Copperfield,’ assented his wife.
‘Capital?’ cried my aunt. ‘But you are doing us a great service--have
done us a great service, I may say, for surely much will come out of
the fire--and what could we do for you, that would be half so good as to
find the capital?’
‘I could not receive it as a gift,’ said Mr. Micawber, full of fire and
animation, ‘but if a sufficient sum could be advanced, say at five per
cent interest, per annum, upon my personal liability--say my notes of
hand, at twelve, eighteen, and twenty-four months, respectively, to
allow time for something to turn up--’
‘Could be? Can be and shall be, on your own terms,’ returned my aunt,
‘if you say the word. Think of this now, both of you. Here are some
people David knows, going out to Australia shortly. If you decide to go,
why shouldn’t you go in the same ship? You may help each other. Think of
this now, Mr. and Mrs. Micawber. Take your time, and weigh it well.’

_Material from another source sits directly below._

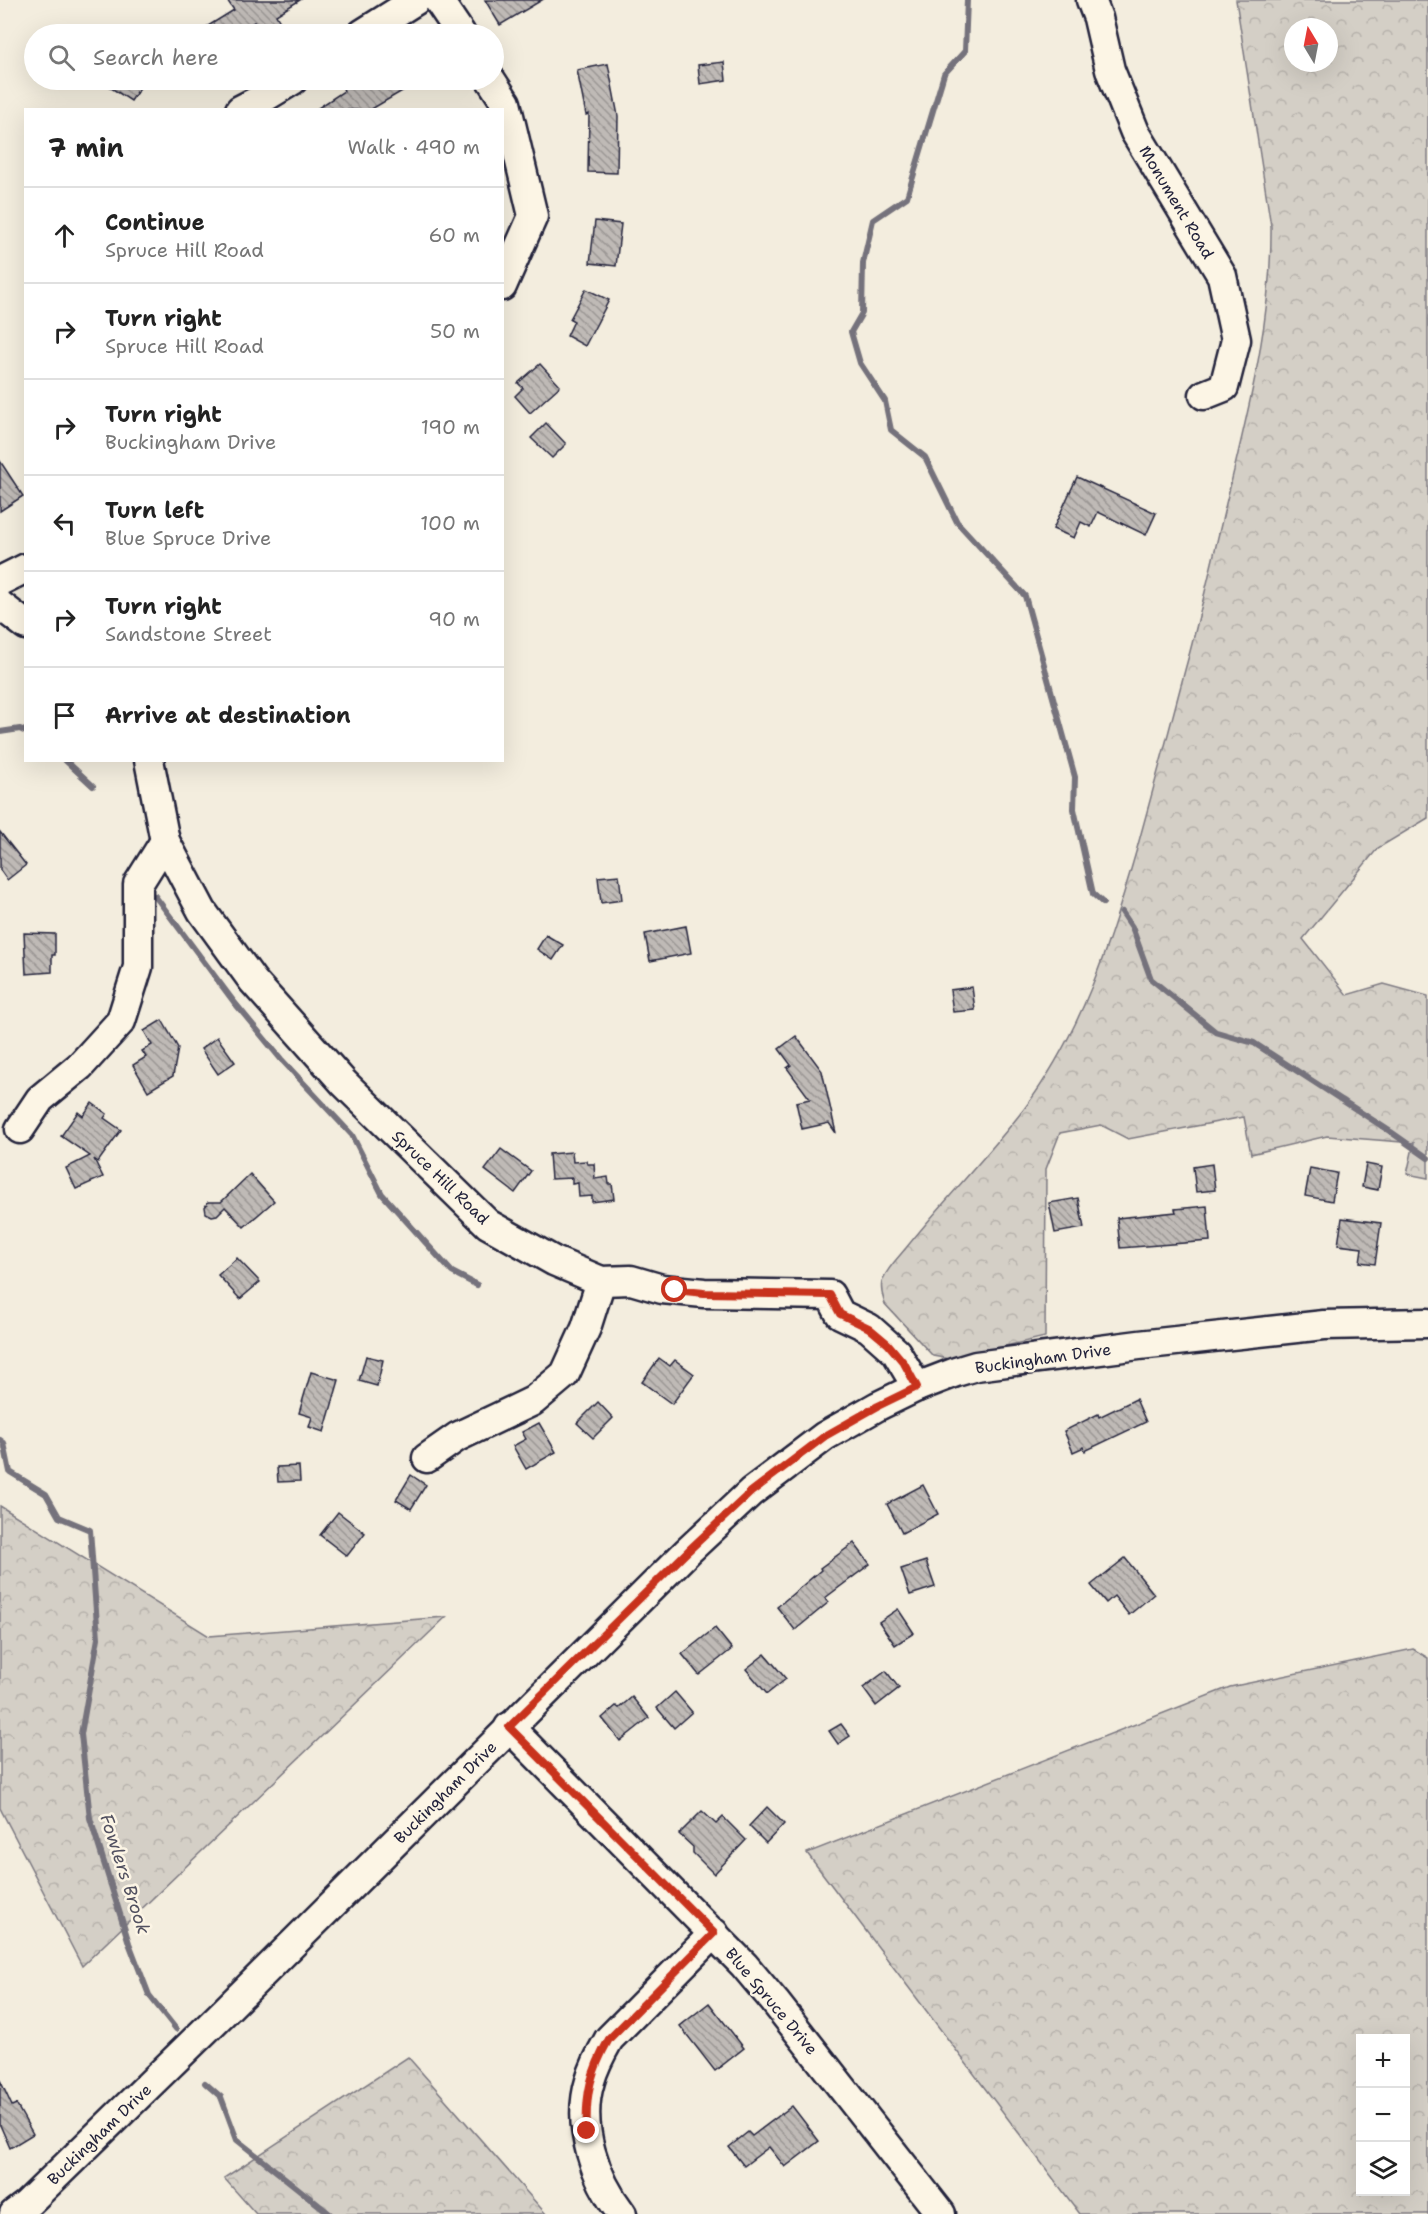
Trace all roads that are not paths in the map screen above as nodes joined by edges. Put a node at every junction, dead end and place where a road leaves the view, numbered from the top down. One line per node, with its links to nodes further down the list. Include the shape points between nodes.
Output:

‘There is but one question, my dear ma’am, I could wish to ask,’ said
Mrs. Micawber. ‘The climate, I believe, is healthy?’

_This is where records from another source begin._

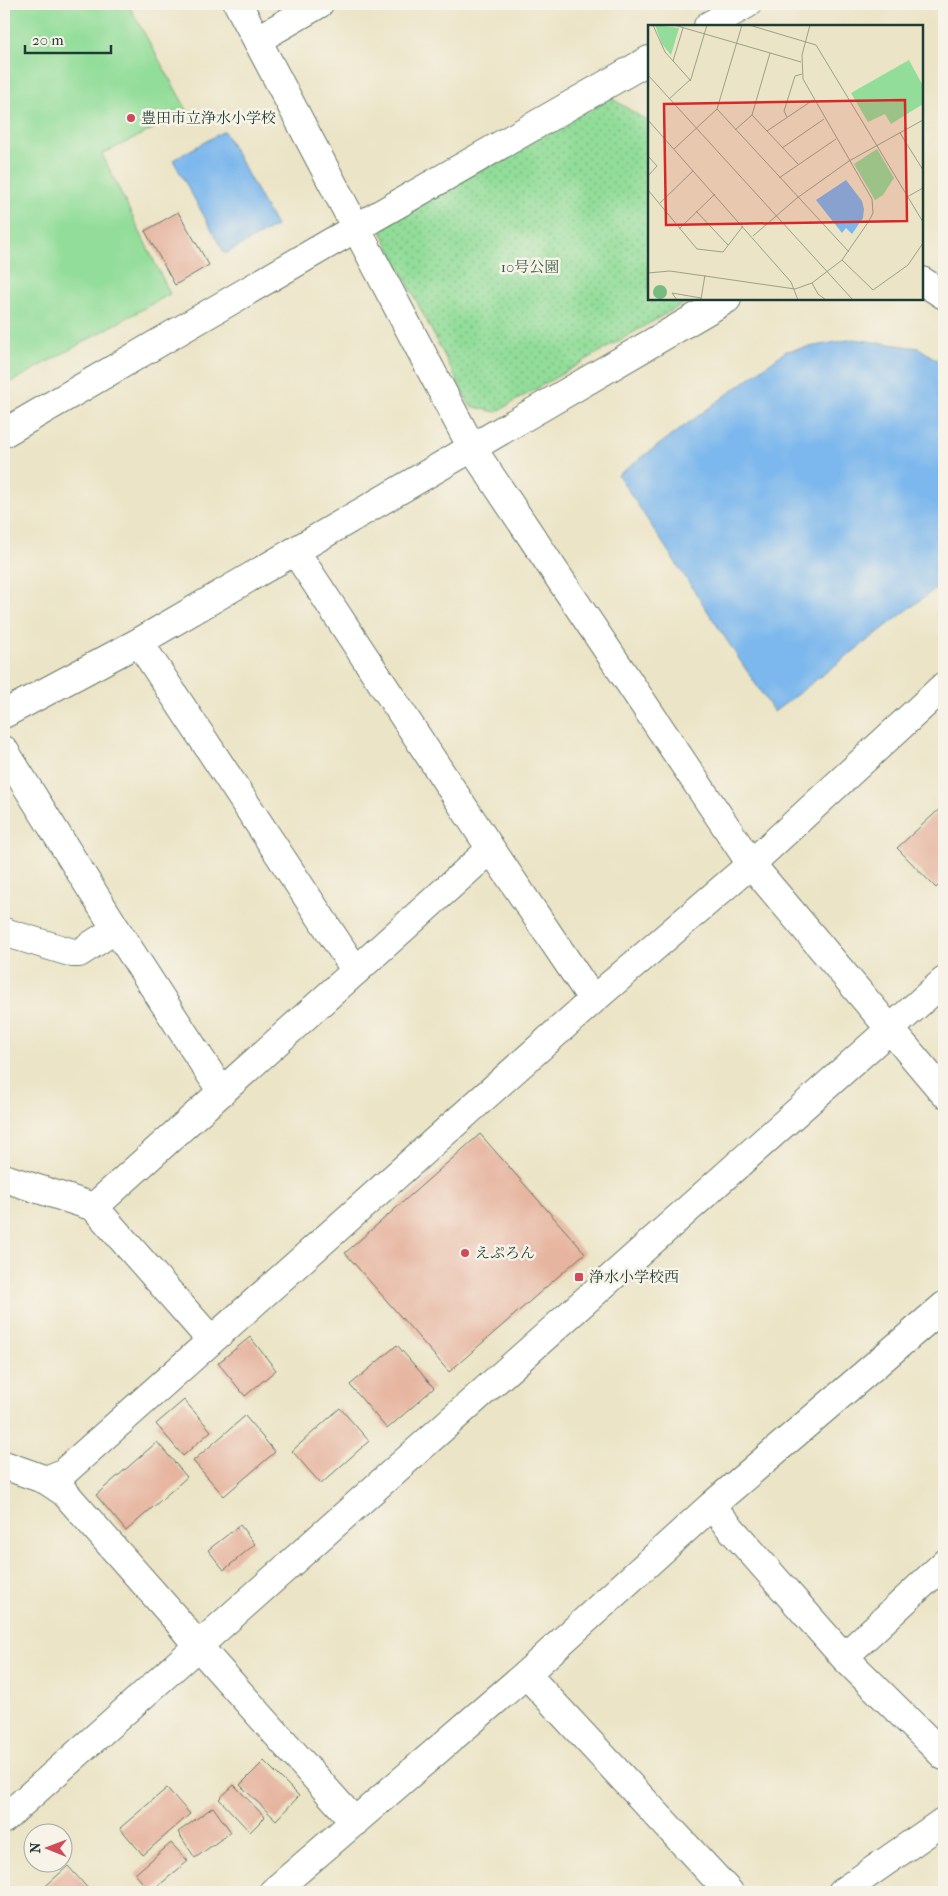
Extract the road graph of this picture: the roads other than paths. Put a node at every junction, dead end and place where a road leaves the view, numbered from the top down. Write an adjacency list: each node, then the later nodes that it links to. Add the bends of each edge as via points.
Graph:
1 (238, 4): 5 (street)
2 (320, 4): 5 (street)
3 (747, 4): 4 (street)
4 (710, 25)
5 (257, 40): 7 (street)
6 (648, 61): 7 (street)
7 (356, 228): 11 (street); 12 (street)
8 (923, 282): 9 (street)
9 (944, 295)
10 (724, 300): 12 (street)
11 (4, 433)
12 (472, 448): 13 (street); 19 (street)
13 (296, 551): 14 (street); 18 (street)
14 (139, 642): 16 (street); 22 (street)
15 (944, 686): 19 (street)
16 (4, 714)
17 (4, 750): 20 (street)
18 (491, 849): 22 (street); 24 (street)
19 (751, 864): 24 (street); 25 (street)
20 (116, 929): 21 (street, via 79,953); 26 (street)
21 (4, 932)
22 (356, 970): 26 (street)
23 (944, 981): 25 (street)
24 (593, 1000): 31 (street)
25 (890, 1029): 27 (street); 36 (street)
26 (222, 1092): 29 (street)
27 (944, 1093)
28 (4, 1178): 29 (street)
29 (94, 1207): 31 (street)
30 (944, 1306): 34 (street)
31 (211, 1340): 33 (street, via 63,1473)
32 (4, 1465): 33 (street)
33 (46, 1480): 36 (street, via 64,1492)
34 (711, 1506): 37 (street); 38 (street)
35 (944, 1564): 37 (street)
36 (197, 1645): 40 (street); 42 (street)
37 (844, 1657): 39 (street)
38 (526, 1674): 42 (street); 44 (street)
39 (944, 1756)
40 (4, 1819)
41 (944, 1821): 45 (street)
42 (355, 1822): 43 (street)
43 (273, 1892)
44 (729, 1892)
45 (842, 1892)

‘Finest in the world!’ said my aunt.
‘Just so,’ returned Mrs. Micawber. ‘Then my question arises. Now, are
the circumstances of the country such, that a man of Mr. Micawber’s
abilities would have a fair chance of rising in the social scale? I will
not say, at present, might he aspire to be Governor, or anything of that
sort; but would there be a reasonable opening for his talents to
develop themselves--that would be amply sufficient--and find their own
expansion?’
‘No better opening anywhere,’ said my aunt, ‘for a man who conducts
himself well, and is industrious.’
‘For a man who conducts himself well,’ repeated Mrs. Micawber, with her
clearest business manner, ‘and is industrious. Precisely. It is
evident to me that Australia is the legitimate sphere of action for Mr.
Micawber!’
‘I entertain the conviction, my dear madam,’ said Mr. Micawber, ‘that
it is, under existing circumstances, the land, the only land, for myself
and family; and that something of an extraordinary nature will turn up
on that shore. It is no distance--comparatively speaking; and though
consideration is due to the kindness of your proposal, I assure you that
is a mere matter of form.’
Shall I ever forget how, in a moment, he was the most sanguine of men,
looking on to fortune; or how Mrs. Micawber presently discoursed
about the habits of the kangaroo! Shall I ever recall that street of
Canterbury on a market-day, without recalling him, as he walked
back with us; expressing, in the hardy roving manner he assumed, the
unsettled habits of a temporary sojourner in the land; and looking at
the bullocks, as they came by, with the eye of an Australian farmer!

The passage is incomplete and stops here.